Bergerak ke lagu kedua, Tamil Nadu Asrie Ekspress Semalam. Lagu ini menceritakan salah satu kereta cepat India bernama Tamil Nadu Asrie Ekspress. Suasana dibuka dengan nyanyian yang juga bernuansa muram, petikan gitar yang jarang, dan simbal yang dipukul sesekali. Dengan tempo yang lambat, lagu ini menyediakan tempat untuk nada-nada tinggi yang ditembakkan tepat sasaran. Saya selalu mengagumi bagaimana ia menarik nada-nada tinggi (Ya, saya menyebut kalimat ini juga dalam tulisan sebelumnya). 

Baca juga: Ary Juliyant: Kalau Terkenal, Berarti Saya Gagal

Berdasarkan pengamatan saya, Ary Juliyant sering menyebut nama orang dengan gamblang dalam beberapa liriknya.
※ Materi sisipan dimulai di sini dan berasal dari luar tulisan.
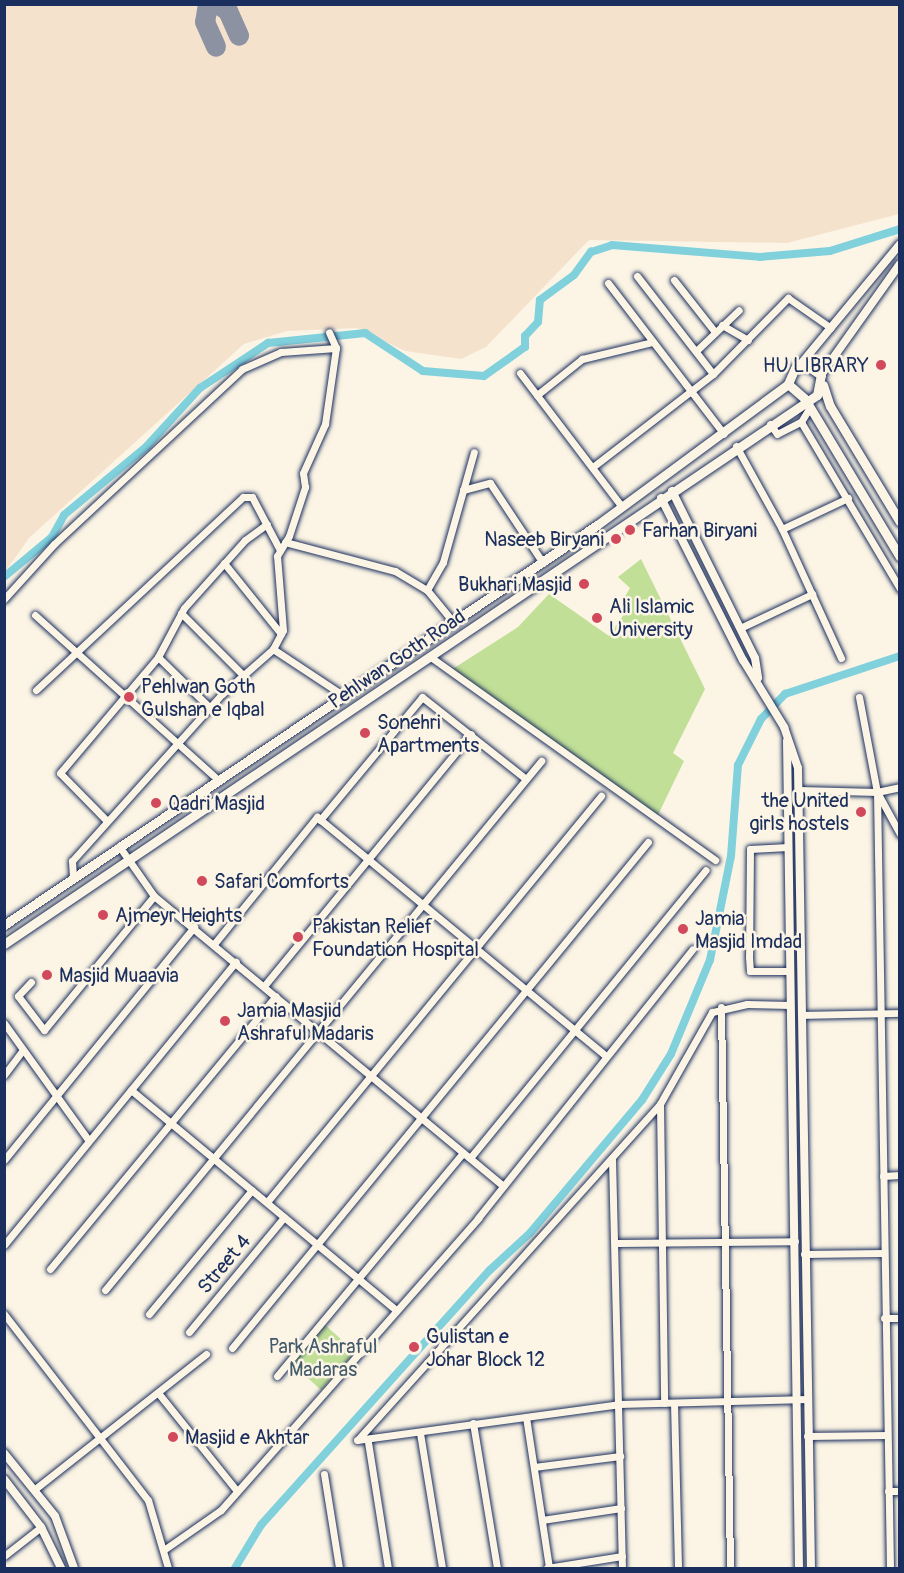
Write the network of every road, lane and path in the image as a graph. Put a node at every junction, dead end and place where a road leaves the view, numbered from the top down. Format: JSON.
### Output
{"nodes":[{"id":1,"x":900,"y":244,"type":"edge"},
{"id":2,"x":900,"y":264,"type":"edge"},
{"id":3,"x":637,"y":276,"type":"dead end"},
{"id":4,"x":674,"y":280,"type":"dead end"},
{"id":5,"x":608,"y":283,"type":"dead end"},
{"id":6,"x":739,"y":310,"type":"dead end"},
{"id":7,"x":722,"y":325,"type":"junction"},
{"id":8,"x":831,"y":328,"type":"junction"},
{"id":9,"x":329,"y":332,"type":"dead end"},
{"id":10,"x":715,"y":332,"type":"junction"},
{"id":11,"x":748,"y":340,"type":"junction"},
{"id":12,"x":653,"y":342,"type":"junction"},
{"id":13,"x":335,"y":345,"type":"junction"},
{"id":14,"x":696,"y":351,"type":"junction"},
{"id":15,"x":800,"y":365,"type":"junction"},
{"id":16,"x":520,"y":373,"type":"dead end"},
{"id":17,"x":713,"y":374,"type":"junction"},
{"id":18,"x":822,"y":380,"type":"junction"},
{"id":19,"x":788,"y":384,"type":"junction"},
{"id":20,"x":692,"y":392,"type":"junction"},
{"id":21,"x":537,"y":395,"type":"junction"},
{"id":22,"x":807,"y":403,"type":"junction"},
{"id":23,"x":801,"y":422,"type":"junction"},
{"id":24,"x":769,"y":423,"type":"junction"},
{"id":25,"x":724,"y":434,"type":"junction"},
{"id":26,"x":736,"y":446,"type":"junction"},
{"id":27,"x":474,"y":452,"type":"dead end"},
{"id":28,"x":594,"y":466,"type":"junction"},
{"id":29,"x":463,"y":490,"type":"junction"},
{"id":30,"x":672,"y":491,"type":"junction"},
{"id":31,"x":661,"y":498,"type":"junction"},
{"id":32,"x":848,"y":498,"type":"junction"},
{"id":33,"x":622,"y":507,"type":"junction"},
{"id":34,"x":900,"y":522,"type":"edge"},
{"id":35,"x":267,"y":524,"type":"junction"},
{"id":36,"x":782,"y":529,"type":"junction"},
{"id":37,"x":588,"y":531,"type":"junction"},
{"id":38,"x":285,"y":542,"type":"junction"},
{"id":39,"x":596,"y":543,"type":"junction"},
{"id":40,"x":280,"y":550,"type":"junction"},
{"id":41,"x":900,"y":557,"type":"edge"},
{"id":42,"x":543,"y":562,"type":"junction"},
{"id":43,"x":224,"y":563,"type":"junction"},
{"id":44,"x":900,"y":589,"type":"edge"},
{"id":45,"x":427,"y":590,"type":"junction"},
{"id":46,"x":813,"y":594,"type":"junction"},
{"id":47,"x":4,"y":599,"type":"edge"},
{"id":48,"x":181,"y":613,"type":"junction"},
{"id":49,"x":35,"y":615,"type":"dead end"},
{"id":50,"x":454,"y":623,"type":"junction"},
{"id":51,"x":741,"y":628,"type":"junction"},
{"id":52,"x":281,"y":634,"type":"junction"},
{"id":53,"x":273,"y":649,"type":"junction"},
{"id":54,"x":80,"y":653,"type":"junction"},
{"id":55,"x":158,"y":657,"type":"junction"},
{"id":56,"x":432,"y":658,"type":"junction"},
{"id":57,"x":841,"y":658,"type":"dead end"},
{"id":58,"x":244,"y":676,"type":"junction"},
{"id":59,"x":758,"y":678,"type":"junction"},
{"id":60,"x":36,"y":690,"type":"dead end"},
{"id":61,"x":126,"y":696,"type":"junction"},
{"id":62,"x":344,"y":696,"type":"junction"},
{"id":63,"x":859,"y":697,"type":"dead end"},
{"id":64,"x":210,"y":708,"type":"junction"},
{"id":65,"x":786,"y":731,"type":"junction"},
{"id":66,"x":471,"y":734,"type":"junction"},
{"id":67,"x":177,"y":743,"type":"junction"},
{"id":68,"x":541,"y":761,"type":"dead end"},
{"id":69,"x":216,"y":778,"type":"junction"},
{"id":70,"x":526,"y":779,"type":"junction"},
{"id":71,"x":900,"y":787,"type":"edge"},
{"id":72,"x":799,"y":790,"type":"junction"},
{"id":73,"x":877,"y":792,"type":"junction"},
{"id":74,"x":602,"y":796,"type":"dead end"},
{"id":75,"x":320,"y":820,"type":"junction"},
{"id":76,"x":107,"y":821,"type":"junction"},
{"id":77,"x":900,"y":834,"type":"edge"},
{"id":78,"x":648,"y":842,"type":"dead end"},
{"id":79,"x":119,"y":846,"type":"junction"},
{"id":80,"x":788,"y":847,"type":"junction"},
{"id":81,"x":129,"y":858,"type":"junction"},
{"id":82,"x":368,"y":860,"type":"junction"},
{"id":83,"x":715,"y":861,"type":"dead end"},
{"id":84,"x":706,"y":870,"type":"dead end"},
{"id":85,"x":73,"y":876,"type":"junction"},
{"id":86,"x":154,"y":896,"type":"junction"},
{"id":87,"x":40,"y":900,"type":"junction"},
{"id":88,"x":422,"y":904,"type":"junction"},
{"id":89,"x":49,"y":912,"type":"junction"},
{"id":90,"x":4,"y":925,"type":"edge"},
{"id":91,"x":194,"y":927,"type":"junction"},
{"id":92,"x":4,"y":944,"type":"edge"},
{"id":93,"x":214,"y":944,"type":"junction"},
{"id":94,"x":473,"y":948,"type":"junction"},
{"id":95,"x":693,"y":949,"type":"dead end"},
{"id":96,"x":236,"y":962,"type":"junction"},
{"id":97,"x":790,"y":971,"type":"junction"},
{"id":98,"x":32,"y":982,"type":"dead end"},
{"id":99,"x":264,"y":986,"type":"junction"},
{"id":100,"x":525,"y":990,"type":"junction"},
{"id":101,"x":276,"y":996,"type":"junction"},
{"id":102,"x":790,"y":1005,"type":"junction"},
{"id":103,"x":721,"y":1007,"type":"junction"},
{"id":104,"x":880,"y":1013,"type":"junction"},
{"id":105,"x":900,"y":1013,"type":"edge"},
{"id":106,"x":802,"y":1015,"type":"junction"},
{"id":107,"x":4,"y":1023,"type":"edge"},
{"id":108,"x":318,"y":1030,"type":"junction"},
{"id":109,"x":577,"y":1032,"type":"junction"},
{"id":110,"x":23,"y":1050,"type":"junction"},
{"id":111,"x":606,"y":1056,"type":"junction"},
{"id":112,"x":370,"y":1074,"type":"junction"},
{"id":113,"x":4,"y":1075,"type":"edge"},
{"id":114,"x":131,"y":1090,"type":"junction"},
{"id":115,"x":54,"y":1098,"type":"junction"},
{"id":116,"x":660,"y":1104,"type":"junction"},
{"id":117,"x":421,"y":1117,"type":"junction"},
{"id":118,"x":171,"y":1122,"type":"junction"},
{"id":119,"x":89,"y":1141,"type":"junction"},
{"id":120,"x":463,"y":1153,"type":"junction"},
{"id":121,"x":214,"y":1158,"type":"junction"},
{"id":122,"x":470,"y":1158,"type":"junction"},
{"id":123,"x":612,"y":1159,"type":"junction"},
{"id":124,"x":4,"y":1160,"type":"edge"},
{"id":125,"x":900,"y":1175,"type":"edge"},
{"id":126,"x":883,"y":1176,"type":"junction"},
{"id":127,"x":503,"y":1186,"type":"junction"},
{"id":128,"x":252,"y":1190,"type":"junction"},
{"id":129,"x":798,"y":1193,"type":"junction"},
{"id":130,"x":267,"y":1202,"type":"junction"},
{"id":131,"x":284,"y":1217,"type":"junction"},
{"id":132,"x":795,"y":1241,"type":"junction"},
{"id":133,"x":727,"y":1242,"type":"junction"},
{"id":134,"x":618,"y":1243,"type":"junction"},
{"id":135,"x":661,"y":1244,"type":"junction"},
{"id":136,"x":4,"y":1245,"type":"edge"},
{"id":137,"x":317,"y":1245,"type":"junction"},
{"id":138,"x":883,"y":1252,"type":"junction"},
{"id":139,"x":804,"y":1254,"type":"junction"},
{"id":140,"x":50,"y":1269,"type":"dead end"},
{"id":141,"x":357,"y":1278,"type":"junction"},
{"id":142,"x":105,"y":1290,"type":"dead end"},
{"id":143,"x":396,"y":1310,"type":"junction"},
{"id":144,"x":4,"y":1314,"type":"edge"},
{"id":145,"x":149,"y":1314,"type":"dead end"},
{"id":146,"x":884,"y":1318,"type":"junction"},
{"id":147,"x":900,"y":1318,"type":"edge"},
{"id":148,"x":189,"y":1332,"type":"dead end"},
{"id":149,"x":232,"y":1348,"type":"dead end"},
{"id":150,"x":206,"y":1354,"type":"dead end"},
{"id":151,"x":277,"y":1376,"type":"dead end"},
{"id":152,"x":159,"y":1394,"type":"junction"},
{"id":153,"x":795,"y":1400,"type":"junction"},
{"id":154,"x":807,"y":1400,"type":"junction"},
{"id":155,"x":726,"y":1402,"type":"junction"},
{"id":156,"x":664,"y":1403,"type":"junction"},
{"id":157,"x":674,"y":1403,"type":"junction"},
{"id":158,"x":619,"y":1404,"type":"junction"},
{"id":159,"x":526,"y":1417,"type":"junction"},
{"id":160,"x":473,"y":1423,"type":"junction"},
{"id":161,"x":420,"y":1433,"type":"junction"},
{"id":162,"x":887,"y":1435,"type":"junction"},
{"id":163,"x":807,"y":1436,"type":"junction"},
{"id":164,"x":102,"y":1440,"type":"junction"},
{"id":165,"x":368,"y":1442,"type":"junction"},
{"id":166,"x":4,"y":1453,"type":"edge"},
{"id":167,"x":620,"y":1456,"type":"junction"},
{"id":168,"x":534,"y":1467,"type":"junction"},
{"id":169,"x":324,"y":1474,"type":"dead end"},
{"id":170,"x":4,"y":1479,"type":"edge"},
{"id":171,"x":35,"y":1489,"type":"junction"},
{"id":172,"x":237,"y":1491,"type":"junction"},
{"id":173,"x":888,"y":1491,"type":"junction"},
{"id":174,"x":900,"y":1491,"type":"edge"},
{"id":175,"x":621,"y":1508,"type":"junction"},
{"id":176,"x":542,"y":1520,"type":"junction"},
{"id":177,"x":41,"y":1527,"type":"junction"},
{"id":178,"x":165,"y":1549,"type":"junction"},
{"id":179,"x":4,"y":1556,"type":"edge"},
{"id":180,"x":622,"y":1556,"type":"junction"},
{"id":181,"x":548,"y":1568,"type":"edge"},
{"id":182,"x":61,"y":1569,"type":"edge"},
{"id":183,"x":74,"y":1569,"type":"edge"},
{"id":184,"x":168,"y":1569,"type":"edge"},
{"id":185,"x":339,"y":1569,"type":"edge"},
{"id":186,"x":388,"y":1569,"type":"edge"},
{"id":187,"x":442,"y":1569,"type":"edge"},
{"id":188,"x":497,"y":1569,"type":"edge"},
{"id":189,"x":622,"y":1569,"type":"edge"},
{"id":190,"x":678,"y":1569,"type":"edge"},
{"id":191,"x":730,"y":1569,"type":"edge"},
{"id":192,"x":799,"y":1569,"type":"edge"},
{"id":193,"x":811,"y":1569,"type":"edge"},
{"id":194,"x":890,"y":1569,"type":"edge"}],
"edges":[{"from":1,"to":8,"type":"street"},
{"from":2,"to":18,"type":"street"},
{"from":3,"to":14,"type":"street"},
{"from":4,"to":10,"type":"street"},
{"from":5,"to":12,"type":"street"},
{"from":6,"to":7,"type":"street"},
{"from":7,"to":10,"type":"street"},
{"from":7,"to":11,"type":"street"},
{"from":8,"to":11,"type":"street"},
{"from":8,"to":15,"type":"street"},
{"from":9,"to":13,"type":"street"},
{"from":10,"to":14,"type":"street"},
{"from":11,"to":17,"type":"street"},
{"from":12,"to":20,"type":"street"},
{"from":12,"to":21,"type":"street"},
{"from":13,"to":38,"type":"street"},
{"from":13,"to":47,"type":"street"},
{"from":14,"to":17,"type":"street"},
{"from":15,"to":18,"type":"main road"},
{"from":15,"to":19,"type":"main road"},
{"from":16,"to":21,"type":"street"},
{"from":17,"to":20,"type":"street"},
{"from":18,"to":22,"type":"main road"},
{"from":18,"to":34,"type":"main road"},
{"from":19,"to":22,"type":"main road"},
{"from":19,"to":25,"type":"main road","name":"Pehlwan Goth Road"},
{"from":20,"to":25,"type":"street"},
{"from":20,"to":28,"type":"street"},
{"from":21,"to":28,"type":"street"},
{"from":22,"to":23,"type":"street"},
{"from":22,"to":24,"type":"main road","name":"Pehlwan Goth Road"},
{"from":22,"to":41,"type":"main road"},
{"from":23,"to":24,"type":"street"},
{"from":23,"to":32,"type":"street"},
{"from":24,"to":26,"type":"main road","name":"Pehlwan Goth Road"},
{"from":25,"to":33,"type":"main road","name":"Pehlwan Goth Road"},
{"from":26,"to":30,"type":"main road","name":"Pehlwan Goth Road"},
{"from":26,"to":36,"type":"street"},
{"from":27,"to":29,"type":"street"},
{"from":28,"to":33,"type":"street"},
{"from":29,"to":42,"type":"street"},
{"from":29,"to":45,"type":"street"},
{"from":30,"to":31,"type":"main road","name":"Pehlwan Goth Road"},
{"from":30,"to":51,"type":"street"},
{"from":31,"to":39,"type":"main road","name":"Pehlwan Goth Road"},
{"from":31,"to":59,"type":"street"},
{"from":32,"to":36,"type":"street"},
{"from":32,"to":44,"type":"street"},
{"from":33,"to":37,"type":"main road","name":"Pehlwan Goth Road"},
{"from":35,"to":40,"type":"street"},
{"from":35,"to":43,"type":"street"},
{"from":35,"to":54,"type":"street"},
{"from":36,"to":46,"type":"street"},
{"from":37,"to":39,"type":"main road"},
{"from":37,"to":42,"type":"main road","name":"Pehlwan Goth Road"},
{"from":38,"to":40,"type":"street"},
{"from":38,"to":45,"type":"street"},
{"from":39,"to":56,"type":"main road","name":"Pehlwan Goth Road"},
{"from":40,"to":52,"type":"street"},
{"from":42,"to":50,"type":"main road","name":"Pehlwan Goth Road"},
{"from":43,"to":48,"type":"street"},
{"from":43,"to":52,"type":"street"},
{"from":45,"to":50,"type":"street"},
{"from":46,"to":51,"type":"street"},
{"from":46,"to":57,"type":"street"},
{"from":48,"to":55,"type":"street"},
{"from":48,"to":58,"type":"street"},
{"from":49,"to":54,"type":"street"},
{"from":50,"to":62,"type":"main road","name":"Pehlwan Goth Road"},
{"from":51,"to":59,"type":"street"},
{"from":52,"to":53,"type":"street"},
{"from":53,"to":58,"type":"street"},
{"from":53,"to":62,"type":"street"},
{"from":54,"to":60,"type":"street"},
{"from":54,"to":61,"type":"street"},
{"from":55,"to":61,"type":"street"},
{"from":55,"to":64,"type":"street"},
{"from":56,"to":81,"type":"main road","name":"Pehlwan Goth Road"},
{"from":56,"to":83,"type":"street"},
{"from":58,"to":64,"type":"street"},
{"from":59,"to":65,"type":"street"},
{"from":61,"to":67,"type":"street"},
{"from":61,"to":76,"type":"street"},
{"from":62,"to":69,"type":"main road","name":"Pehlwan Goth Road"},
{"from":63,"to":73,"type":"street"},
{"from":64,"to":67,"type":"street"},
{"from":65,"to":72,"type":"street"},
{"from":65,"to":80,"type":"street"},
{"from":66,"to":70,"type":"street"},
{"from":66,"to":75,"type":"street"},
{"from":66,"to":82,"type":"street"},
{"from":67,"to":69,"type":"street"},
{"from":67,"to":76,"type":"street"},
{"from":68,"to":70,"type":"street"},
{"from":69,"to":79,"type":"main road","name":"Pehlwan Goth Road"},
{"from":70,"to":88,"type":"street"},
{"from":71,"to":73,"type":"street"},
{"from":72,"to":73,"type":"street"},
{"from":72,"to":106,"type":"street"},
{"from":73,"to":77,"type":"street"},
{"from":73,"to":104,"type":"street"},
{"from":74,"to":94,"type":"street"},
{"from":75,"to":82,"type":"street"},
{"from":75,"to":93,"type":"street"},
{"from":76,"to":85,"type":"street"},
{"from":78,"to":100,"type":"street"},
{"from":79,"to":81,"type":"street"},
{"from":79,"to":85,"type":"main road","name":"Pehlwan Goth Road"},
{"from":80,"to":97,"type":"street"},
{"from":80,"to":97,"type":"street"},
{"from":81,"to":86,"type":"street"},
{"from":81,"to":89,"type":"main road","name":"Pehlwan Goth Road"},
{"from":82,"to":88,"type":"street"},
{"from":82,"to":99,"type":"street"},
{"from":84,"to":109,"type":"street"},
{"from":85,"to":87,"type":"main road","name":"Pehlwan Goth Road"},
{"from":86,"to":91,"type":"street"},
{"from":86,"to":98,"type":"street"},
{"from":87,"to":89,"type":"main road"},
{"from":87,"to":90,"type":"main road","name":"Pehlwan Goth Road"},
{"from":88,"to":94,"type":"street"},
{"from":88,"to":108,"type":"street"},
{"from":89,"to":92,"type":"main road","name":"Pehlwan Goth Road"},
{"from":91,"to":93,"type":"street"},
{"from":91,"to":115,"type":"street"},
{"from":93,"to":96,"type":"street"},
{"from":94,"to":100,"type":"street"},
{"from":94,"to":112,"type":"street"},
{"from":95,"to":111,"type":"street"},
{"from":96,"to":99,"type":"street"},
{"from":96,"to":114,"type":"street"},
{"from":97,"to":102,"type":"street"},
{"from":99,"to":101,"type":"street"},
{"from":100,"to":109,"type":"street"},
{"from":100,"to":117,"type":"street"},
{"from":101,"to":108,"type":"street"},
{"from":101,"to":118,"type":"street"},
{"from":102,"to":103,"type":"street"},
{"from":102,"to":129,"type":"street"},
{"from":103,"to":116,"type":"street"},
{"from":103,"to":133,"type":"street"},
{"from":104,"to":105,"type":"street"},
{"from":104,"to":106,"type":"street"},
{"from":104,"to":126,"type":"street"},
{"from":106,"to":129,"type":"street"},
{"from":107,"to":110,"type":"street"},
{"from":108,"to":112,"type":"street"},
{"from":108,"to":121,"type":"street"},
{"from":109,"to":111,"type":"street"},
{"from":109,"to":122,"type":"street"},
{"from":110,"to":113,"type":"street"},
{"from":110,"to":115,"type":"street"},
{"from":111,"to":127,"type":"street"},
{"from":112,"to":117,"type":"street"},
{"from":112,"to":130,"type":"street"},
{"from":114,"to":118,"type":"street"},
{"from":114,"to":119,"type":"street"},
{"from":115,"to":119,"type":"street"},
{"from":115,"to":124,"type":"street"},
{"from":116,"to":123,"type":"street"},
{"from":116,"to":135,"type":"street"},
{"from":117,"to":120,"type":"street"},
{"from":117,"to":137,"type":"street"},
{"from":118,"to":121,"type":"street"},
{"from":118,"to":140,"type":"street"},
{"from":119,"to":136,"type":"street"},
{"from":120,"to":122,"type":"street"},
{"from":120,"to":141,"type":"street"},
{"from":121,"to":128,"type":"street"},
{"from":121,"to":142,"type":"street"},
{"from":122,"to":127,"type":"street"},
{"from":123,"to":134,"type":"street"},
{"from":123,"to":165,"type":"street"},
{"from":125,"to":126,"type":"street"},
{"from":126,"to":138,"type":"street"},
{"from":127,"to":143,"type":"street"},
{"from":128,"to":130,"type":"street"},
{"from":128,"to":145,"type":"street"},
{"from":129,"to":132,"type":"street"},
{"from":129,"to":139,"type":"street"},
{"from":130,"to":131,"type":"street"},
{"from":131,"to":137,"type":"street"},
{"from":131,"to":148,"type":"street","name":"Street 4"},
{"from":132,"to":133,"type":"street"},
{"from":132,"to":153,"type":"street"},
{"from":133,"to":135,"type":"street"},
{"from":133,"to":155,"type":"street"},
{"from":134,"to":135,"type":"street"},
{"from":134,"to":158,"type":"street"},
{"from":135,"to":156,"type":"street"},
{"from":137,"to":141,"type":"street"},
{"from":137,"to":149,"type":"street"},
{"from":138,"to":139,"type":"street"},
{"from":138,"to":146,"type":"street"},
{"from":139,"to":154,"type":"street"},
{"from":141,"to":143,"type":"street"},
{"from":141,"to":151,"type":"street"},
{"from":143,"to":172,"type":"street"},
{"from":144,"to":164,"type":"street"},
{"from":146,"to":147,"type":"street"},
{"from":146,"to":162,"type":"street"},
{"from":150,"to":152,"type":"street"},
{"from":152,"to":164,"type":"street"},
{"from":152,"to":172,"type":"street"},
{"from":153,"to":154,"type":"street"},
{"from":153,"to":155,"type":"street"},
{"from":153,"to":192,"type":"street"},
{"from":154,"to":163,"type":"street"},
{"from":155,"to":157,"type":"street"},
{"from":155,"to":191,"type":"street"},
{"from":156,"to":157,"type":"street"},
{"from":156,"to":158,"type":"street"},
{"from":157,"to":190,"type":"street"},
{"from":158,"to":159,"type":"street"},
{"from":158,"to":167,"type":"street"},
{"from":159,"to":160,"type":"street"},
{"from":159,"to":168,"type":"street"},
{"from":160,"to":161,"type":"street"},
{"from":160,"to":188,"type":"street"},
{"from":161,"to":165,"type":"street"},
{"from":161,"to":187,"type":"street"},
{"from":162,"to":163,"type":"street"},
{"from":162,"to":173,"type":"street"},
{"from":163,"to":193,"type":"street"},
{"from":164,"to":171,"type":"street"},
{"from":164,"to":178,"type":"street"},
{"from":165,"to":186,"type":"street"},
{"from":166,"to":171,"type":"street"},
{"from":167,"to":168,"type":"street"},
{"from":167,"to":175,"type":"street"},
{"from":168,"to":176,"type":"street"},
{"from":169,"to":185,"type":"street"},
{"from":170,"to":177,"type":"street"},
{"from":171,"to":183,"type":"street"},
{"from":172,"to":178,"type":"street"},
{"from":173,"to":174,"type":"street"},
{"from":173,"to":194,"type":"street"},
{"from":175,"to":176,"type":"street"},
{"from":175,"to":180,"type":"street"},
{"from":176,"to":181,"type":"street"},
{"from":177,"to":179,"type":"street"},
{"from":177,"to":182,"type":"street"},
{"from":178,"to":184,"type":"street"},
{"from":180,"to":181,"type":"street"},
{"from":180,"to":189,"type":"street"}]}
Dalam lirik lagu ini ia menyebut nama Nuki. “Kereta api sleeper malam // tengah melaju bersama mimpi Nuki yang basah di Sungai Gangga”. Dalam lirik lagu sebelumnya ia menyebut nama Adi Jogja, Stefan, dan Resa. 

Dari dua lagu di awal ini saya juga menyadari bahwa lagu dalam album ini tidak memiliki bentuk atau urutan seperti lagu pada umumnya. Ia menyanyikan habis liriknya, lalu mengulang satu bait di awal dan lagu selesai. Itu salah satu contohnya. Tentu ada formula lain bagaimana ia memperlakukan liriknya. Tak seperti lagu pada umumnya yang memiliki reff yang terus diulang.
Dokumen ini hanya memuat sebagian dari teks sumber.